GEOSTATS: SUM: Quantifying Sample Clustering
- Thanks to the people who responded to my question regarding how to quantify the degree of sample clustering present on a site. The original question appears at the end of the message. The summary of the replies is:
1) Chuck Fritz suggested the following reference:
The best (and most easily understood) reference I found was:
Ludwig, John A and J. F. Reynolds. 1988. Statistical Ecology: a primer on
methods and computing. John Wiley and Sons, Inc.
2) John Kern discussed some experience he had comparing global estimates of the mean/kriging variance to confidence intervals from conditional simulations. He found the two approaches yielded similar results.
3) Jeff Myers suggested a couple of different ways to quantify the degree of clustering:
a) You could do a visual approach and plot an histogram of the
distances between points. A grid would be a spike, imperfect grids roughly
normal, clustered sampling would show a skewed graph.
b) You could also use your variogram program, which probably calculates an average lag distance. By using just one lag (the entire site), you could alter the program to output the variability of location pairs for a site clustering index.
4) I also ran into another source of information since my original e-mail that suggests the following method:
Calculate the standard deviation of the weights obtained from the Thiessen polygons(Sa). If the samples are distributed randomly, Sa = 0. If the samples are randomly distributed across the site Sa = [sqrt(0.280)/n]. If the samples are clustered Sa = 1/ sqrt(n).
I am looking at the effects of sample clustering on estimating
confidence intervals of the mean. I am working with five sites that
have varying degrees of sample clustering around known or suspected
"hotspots". In addition to qualitatively characterizing the amount of
clustering, I would like to use a numerical method to characterize the
amount of sample clustering present within each site.
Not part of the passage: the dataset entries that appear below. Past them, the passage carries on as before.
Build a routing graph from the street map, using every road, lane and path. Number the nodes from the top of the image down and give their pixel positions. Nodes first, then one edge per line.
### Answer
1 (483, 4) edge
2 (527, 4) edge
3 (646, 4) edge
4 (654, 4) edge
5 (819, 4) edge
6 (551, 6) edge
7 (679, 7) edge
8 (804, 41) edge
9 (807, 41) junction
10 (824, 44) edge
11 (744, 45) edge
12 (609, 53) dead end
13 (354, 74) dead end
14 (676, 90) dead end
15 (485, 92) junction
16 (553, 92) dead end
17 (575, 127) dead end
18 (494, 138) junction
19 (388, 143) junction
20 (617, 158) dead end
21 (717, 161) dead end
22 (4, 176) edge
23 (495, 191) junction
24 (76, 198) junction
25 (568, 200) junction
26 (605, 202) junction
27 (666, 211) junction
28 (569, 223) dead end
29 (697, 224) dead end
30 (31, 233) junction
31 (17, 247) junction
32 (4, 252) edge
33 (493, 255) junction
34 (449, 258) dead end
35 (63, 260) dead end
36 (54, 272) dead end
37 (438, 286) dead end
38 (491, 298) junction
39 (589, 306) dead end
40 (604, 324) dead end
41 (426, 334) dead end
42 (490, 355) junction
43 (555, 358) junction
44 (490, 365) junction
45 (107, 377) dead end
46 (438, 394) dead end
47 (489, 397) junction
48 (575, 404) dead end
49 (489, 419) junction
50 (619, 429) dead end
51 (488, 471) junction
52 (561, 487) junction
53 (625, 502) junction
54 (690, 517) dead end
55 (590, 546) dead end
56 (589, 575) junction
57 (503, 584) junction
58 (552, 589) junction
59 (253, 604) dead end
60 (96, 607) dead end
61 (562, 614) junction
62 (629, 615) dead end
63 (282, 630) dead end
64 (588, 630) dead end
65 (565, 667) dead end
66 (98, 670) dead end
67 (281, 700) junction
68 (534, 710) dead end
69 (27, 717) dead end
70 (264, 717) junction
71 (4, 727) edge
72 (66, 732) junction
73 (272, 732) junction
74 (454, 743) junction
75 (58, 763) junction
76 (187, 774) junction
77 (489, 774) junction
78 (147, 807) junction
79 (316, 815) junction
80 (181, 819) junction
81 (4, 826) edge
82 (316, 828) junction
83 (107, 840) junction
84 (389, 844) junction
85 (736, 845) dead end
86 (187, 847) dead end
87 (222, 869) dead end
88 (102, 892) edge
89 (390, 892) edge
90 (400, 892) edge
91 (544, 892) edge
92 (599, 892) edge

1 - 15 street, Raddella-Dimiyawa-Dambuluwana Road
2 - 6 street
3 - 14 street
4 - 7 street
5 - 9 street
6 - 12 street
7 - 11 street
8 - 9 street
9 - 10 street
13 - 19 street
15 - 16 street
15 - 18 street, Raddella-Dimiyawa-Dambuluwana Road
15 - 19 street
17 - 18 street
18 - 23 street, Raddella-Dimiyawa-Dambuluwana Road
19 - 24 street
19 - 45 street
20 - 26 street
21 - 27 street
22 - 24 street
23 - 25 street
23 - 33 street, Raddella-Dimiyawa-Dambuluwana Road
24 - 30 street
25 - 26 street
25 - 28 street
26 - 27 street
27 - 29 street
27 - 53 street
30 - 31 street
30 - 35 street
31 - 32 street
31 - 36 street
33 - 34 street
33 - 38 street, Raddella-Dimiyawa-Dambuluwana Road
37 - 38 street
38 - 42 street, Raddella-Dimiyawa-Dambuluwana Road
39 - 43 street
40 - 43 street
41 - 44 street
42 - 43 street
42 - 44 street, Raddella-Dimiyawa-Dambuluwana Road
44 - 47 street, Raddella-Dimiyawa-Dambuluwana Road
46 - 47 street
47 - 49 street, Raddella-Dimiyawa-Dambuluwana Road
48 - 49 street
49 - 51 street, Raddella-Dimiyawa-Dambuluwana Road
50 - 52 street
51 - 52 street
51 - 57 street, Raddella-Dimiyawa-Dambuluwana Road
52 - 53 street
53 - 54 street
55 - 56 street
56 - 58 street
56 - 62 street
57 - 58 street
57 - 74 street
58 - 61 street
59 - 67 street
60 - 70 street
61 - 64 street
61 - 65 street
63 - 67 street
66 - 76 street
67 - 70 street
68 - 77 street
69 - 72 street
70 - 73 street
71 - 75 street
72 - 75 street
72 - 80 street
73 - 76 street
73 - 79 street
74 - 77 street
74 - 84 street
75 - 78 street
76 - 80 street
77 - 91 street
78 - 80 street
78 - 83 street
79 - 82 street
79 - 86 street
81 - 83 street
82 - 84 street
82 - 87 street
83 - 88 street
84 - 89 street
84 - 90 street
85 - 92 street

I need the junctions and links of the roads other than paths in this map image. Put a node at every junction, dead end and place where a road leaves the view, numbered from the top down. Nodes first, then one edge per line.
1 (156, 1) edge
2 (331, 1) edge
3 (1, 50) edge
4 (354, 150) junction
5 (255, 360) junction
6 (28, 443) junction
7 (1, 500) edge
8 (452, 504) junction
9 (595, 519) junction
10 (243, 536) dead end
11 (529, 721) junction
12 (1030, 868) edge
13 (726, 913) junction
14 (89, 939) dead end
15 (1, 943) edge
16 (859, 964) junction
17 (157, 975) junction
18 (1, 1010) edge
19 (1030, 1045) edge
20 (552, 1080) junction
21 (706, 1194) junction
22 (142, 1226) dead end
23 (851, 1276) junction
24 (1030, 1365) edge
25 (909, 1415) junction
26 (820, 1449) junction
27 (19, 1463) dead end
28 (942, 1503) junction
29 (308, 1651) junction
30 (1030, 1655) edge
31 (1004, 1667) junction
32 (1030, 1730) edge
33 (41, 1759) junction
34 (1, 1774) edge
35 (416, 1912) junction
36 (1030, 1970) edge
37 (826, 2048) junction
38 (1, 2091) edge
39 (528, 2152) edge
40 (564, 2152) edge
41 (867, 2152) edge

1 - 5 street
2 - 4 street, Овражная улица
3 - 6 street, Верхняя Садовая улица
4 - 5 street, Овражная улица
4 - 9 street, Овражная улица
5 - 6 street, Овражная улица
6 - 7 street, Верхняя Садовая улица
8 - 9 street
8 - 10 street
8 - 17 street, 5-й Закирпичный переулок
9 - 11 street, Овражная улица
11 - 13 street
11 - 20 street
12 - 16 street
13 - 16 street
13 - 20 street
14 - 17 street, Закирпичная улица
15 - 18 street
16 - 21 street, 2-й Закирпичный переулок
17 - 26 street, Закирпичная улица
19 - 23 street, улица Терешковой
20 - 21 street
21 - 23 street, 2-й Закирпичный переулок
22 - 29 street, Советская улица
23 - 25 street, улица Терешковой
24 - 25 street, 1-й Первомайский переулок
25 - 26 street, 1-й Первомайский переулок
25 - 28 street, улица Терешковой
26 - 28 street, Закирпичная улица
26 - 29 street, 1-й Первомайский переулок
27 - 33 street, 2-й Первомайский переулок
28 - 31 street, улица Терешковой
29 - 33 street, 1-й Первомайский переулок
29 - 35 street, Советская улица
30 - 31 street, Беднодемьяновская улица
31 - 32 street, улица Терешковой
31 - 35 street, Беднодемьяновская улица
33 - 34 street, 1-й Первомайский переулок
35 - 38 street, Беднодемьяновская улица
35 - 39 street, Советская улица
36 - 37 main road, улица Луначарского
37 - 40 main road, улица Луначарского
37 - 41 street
I have used Thiessen polygons to assign "areas of influence" to each
sample. I am considering calculating a site "clustering index" for
each site by summing all the polygons that are less than an area = the
total site area/# of polygons (i.e. the area associated with an evenly
spaced sample configuration) and dividing this number by the total
number of polygons. This would produce a ratio of the number of
"clustered samples" to total samples. I anticipate the need to use some
level of tolerance in selecting those polygons that are less than (total
area/# polygons), say +/- 10-20%.
Am I reinventing the wheel here? Is there a method that has been widely
used? All suggestions would be appreciated.